Friday, May 1, 2009

Science makes me feel lucky (and giddy, for good measure)


It is easy to take the value of science for granted when all you do each day is to uncritically use its byproducts without stopping to think about what makes such a technology possible in the first place.

So... it is refreshing to me to watch the clip above every so often and be reminded of just how far we have come and just how much knowledge the human species has accumulated over the years. How lucky I am to live in the days when I have the ability to climate-control my living space so that I can sit nice and cool in an air-conditioned room in the dead of summer, sipping on a ice-cold Crush's finest orange root beer while the sun gives its best effort to sterilize my roof and lawn. How nice is it to be able to walk outside in the cold Midwestern winter, crunching through the layers of snow for hours without getting frost-bitten because of today's high tech clothing that traps body heat while allowing perspiration and keeping out moisture... all without weighing a ton.

It's a great comfort to live in a time when I can take over-the-counter medicine for minor aches and pain, and when I can be mostly certain that I'll be able to walk out of a doctor's office alive (they don't just bleed you to death as a way of fixing everything anymore) after allowing him and his colleagues a good look at what my internal organs are doing without having to be cut open. Coming down with an illness that has neurological symptoms doesn't immediately causes you to be accused of witchcraft and liable to follow the end path of Joan of Arc and the other 'heretics' that got either burned or stoned to death nowadays... well.. in most places of the world, that is.

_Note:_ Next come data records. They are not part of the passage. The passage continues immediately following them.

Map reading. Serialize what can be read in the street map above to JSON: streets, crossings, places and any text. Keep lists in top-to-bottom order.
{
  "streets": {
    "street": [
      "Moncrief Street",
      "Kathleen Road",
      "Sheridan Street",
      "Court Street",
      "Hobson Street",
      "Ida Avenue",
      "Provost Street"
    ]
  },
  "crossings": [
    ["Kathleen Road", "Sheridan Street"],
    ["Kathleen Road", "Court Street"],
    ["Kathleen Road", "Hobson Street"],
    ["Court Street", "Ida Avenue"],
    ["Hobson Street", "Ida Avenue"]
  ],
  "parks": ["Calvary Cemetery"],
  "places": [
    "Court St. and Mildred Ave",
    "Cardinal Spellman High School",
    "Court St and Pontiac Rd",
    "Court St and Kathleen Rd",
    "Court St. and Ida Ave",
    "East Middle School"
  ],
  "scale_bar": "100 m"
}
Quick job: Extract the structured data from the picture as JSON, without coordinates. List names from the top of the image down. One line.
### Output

And, get this, I can make my favorite opera singers sing for me all day long... over and over again at my command. All it takes is to hit a little button on the stereo and - voila! - endless acoustic bliss. It a luxury many people who are a lot more talented and deserving than I am never had the chance to enjoy. Mozart could only hear his music performed when someone paid for the musicians to do it for him.... live. The rest of the time he just had to do his best to re-create it in his memory. And he could only hear the musicians that he could travel to see live performances of while I have heard... or at least glimpsed at (since recordings sometimes can't capture a performance the way it really sounds in live setting) many great musicians and actors and other sorts of performance artists via CD, DVD, television and internet broadcasts that I wouldn't be able to ever experience in person.

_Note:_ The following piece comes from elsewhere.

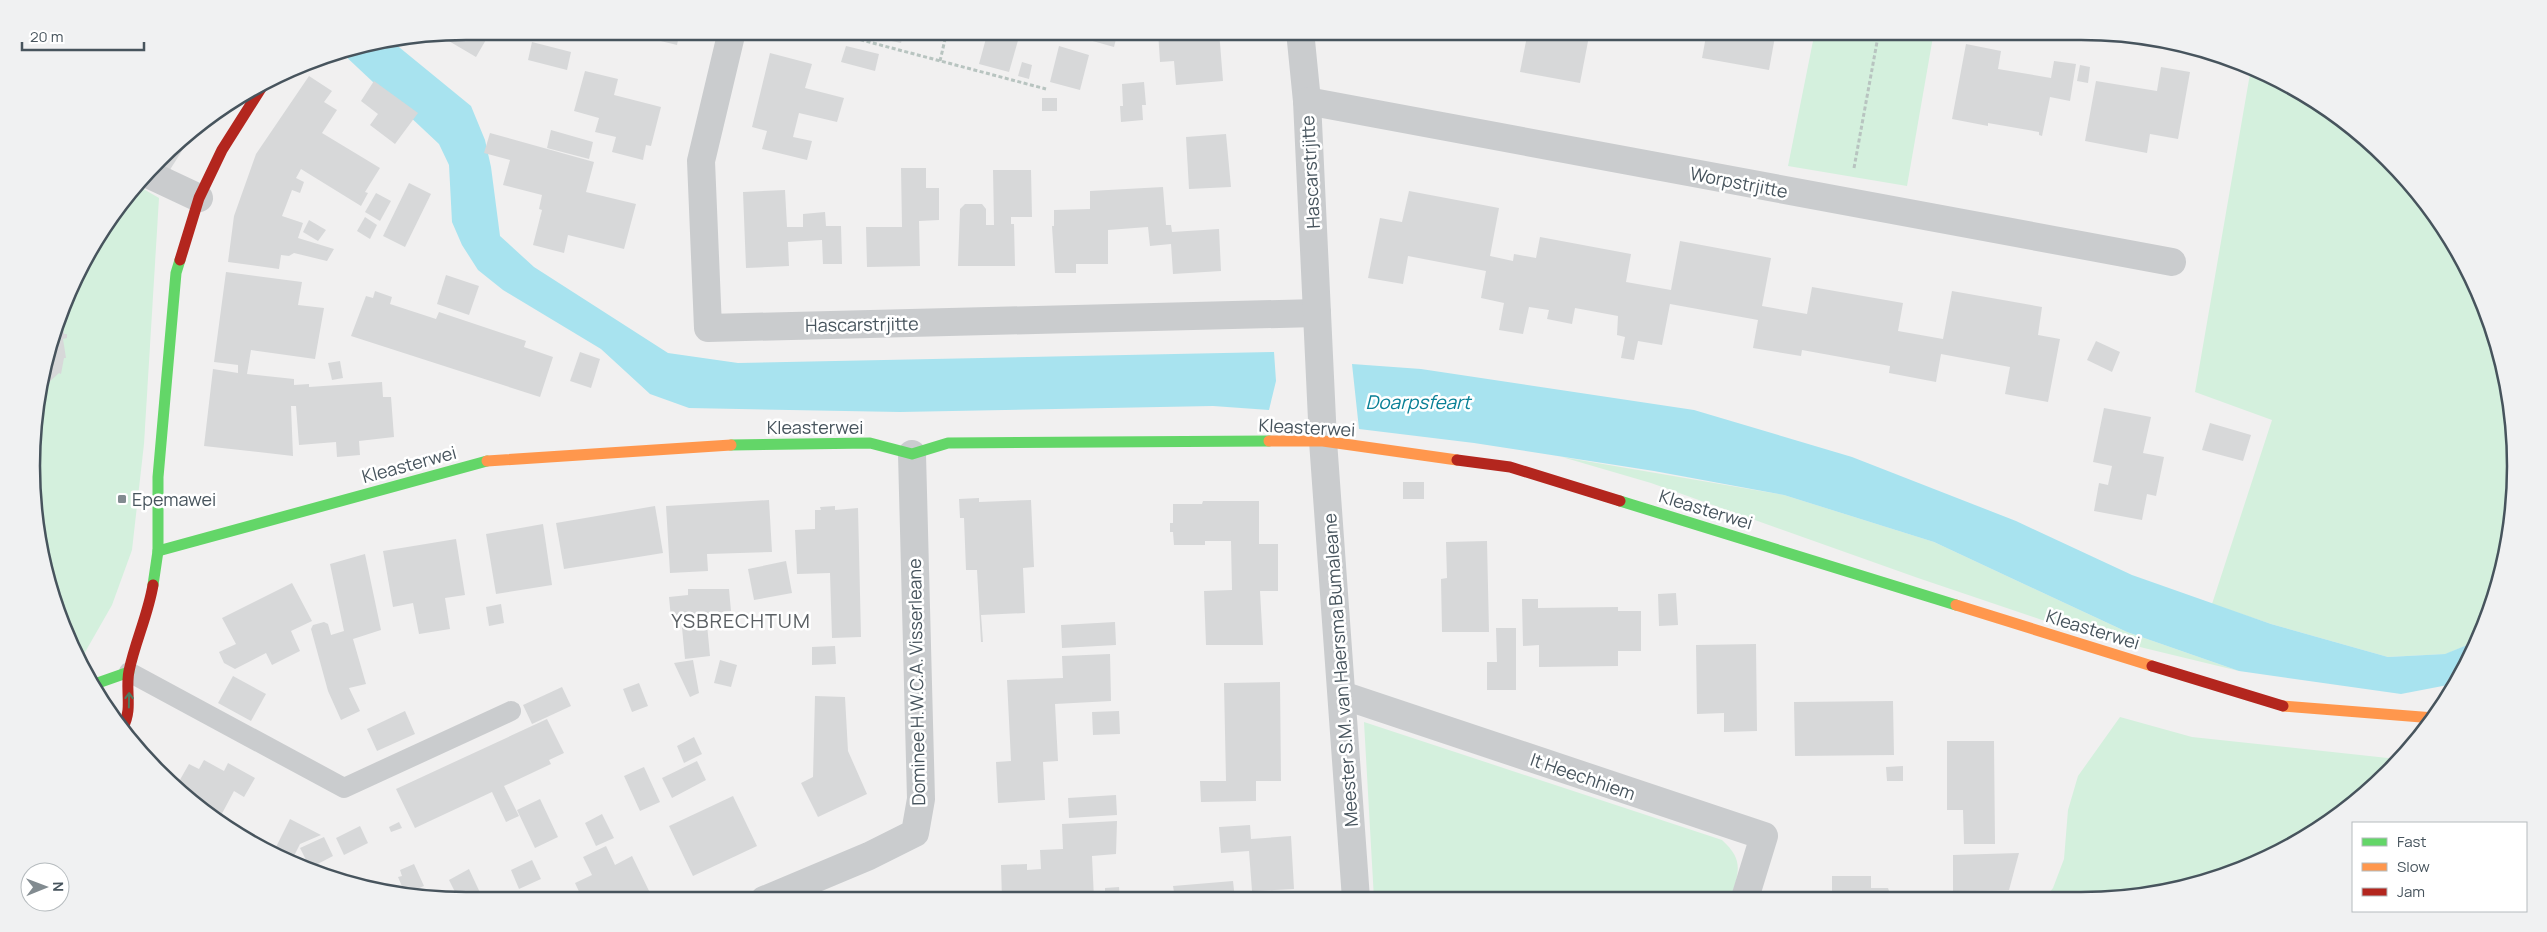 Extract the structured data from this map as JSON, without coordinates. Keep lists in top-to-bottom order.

Scientists don't know everything. Of course not. But they are the first to admit it and to keep working hard in order to know more and more. The incomplete knowledge we have today is a whole lot better than what we had a century ago (and beyond that). I just don't get it when some folks seem so keen on just dismissing this massively useful though 'incomplete' knowledge for its 'imperfection' in order to argue for some theology that offers nothing more than assurances it can't deliver. And I don't understand why some religious people are still fighting to discredit a scientific theory like evolution by natural selection without even knowing what the theory addresses and states (and not states) in the first place... all in their quest to pit the science against their religious teaching.

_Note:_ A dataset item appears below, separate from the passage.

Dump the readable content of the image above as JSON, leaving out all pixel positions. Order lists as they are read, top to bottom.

"The word of God is the creation we behold, and it is in this word, which no human invention can counterfeit or alter, that God speaketh universally to man -----
In fine, do we want to know what God is? Search not the book called the Scripture, which any human hand might make, but the scripture called the Creation."
- Thomas Paine, The Age of Reason

1 comment:

Georg said...

Hi Smorgy,

As you say, thanks to science and to R+D, life has become easier and in some ways simply wonderful. Like CD's, recordings, Flight Simulators
or cars that not only run but do so on very little gas.

But not everything that has been invented for making life easier or more comfortable is really good for you. Take your ice-cold Crush's finest orange root beer: to drink ice-cold stuff is not good for you.
It is even very bad. Try the tepid stuff, would be better for your tummy.

Same goes for air conditioners. I have been told in the US people live all the time in such conditioned surroundings. But when you step out to join Mother Nature you get a nasty cold pronto.

As to those high-tech clothes, forget it. If it is very hot, wear pure cotton plus a hat on your head. And when it is very cold, wear some thick pullovers made of PURE wool and you will survive in style.

Don't buy Goretex: that's shit incarnate. After some time it starts to absorb water like a sponge.

As to the Great Hadron Collider (Teilchenbeschleuniger) I am a fan of it, too. Just hope they manage to repair it fast and avoid grilling the magnets and the insulation next time. After some successful runs, maybe we'll be able feed on dark matter next time and will know what has happened before the Big Bang took place.

Liked that Cox chap. First-class English.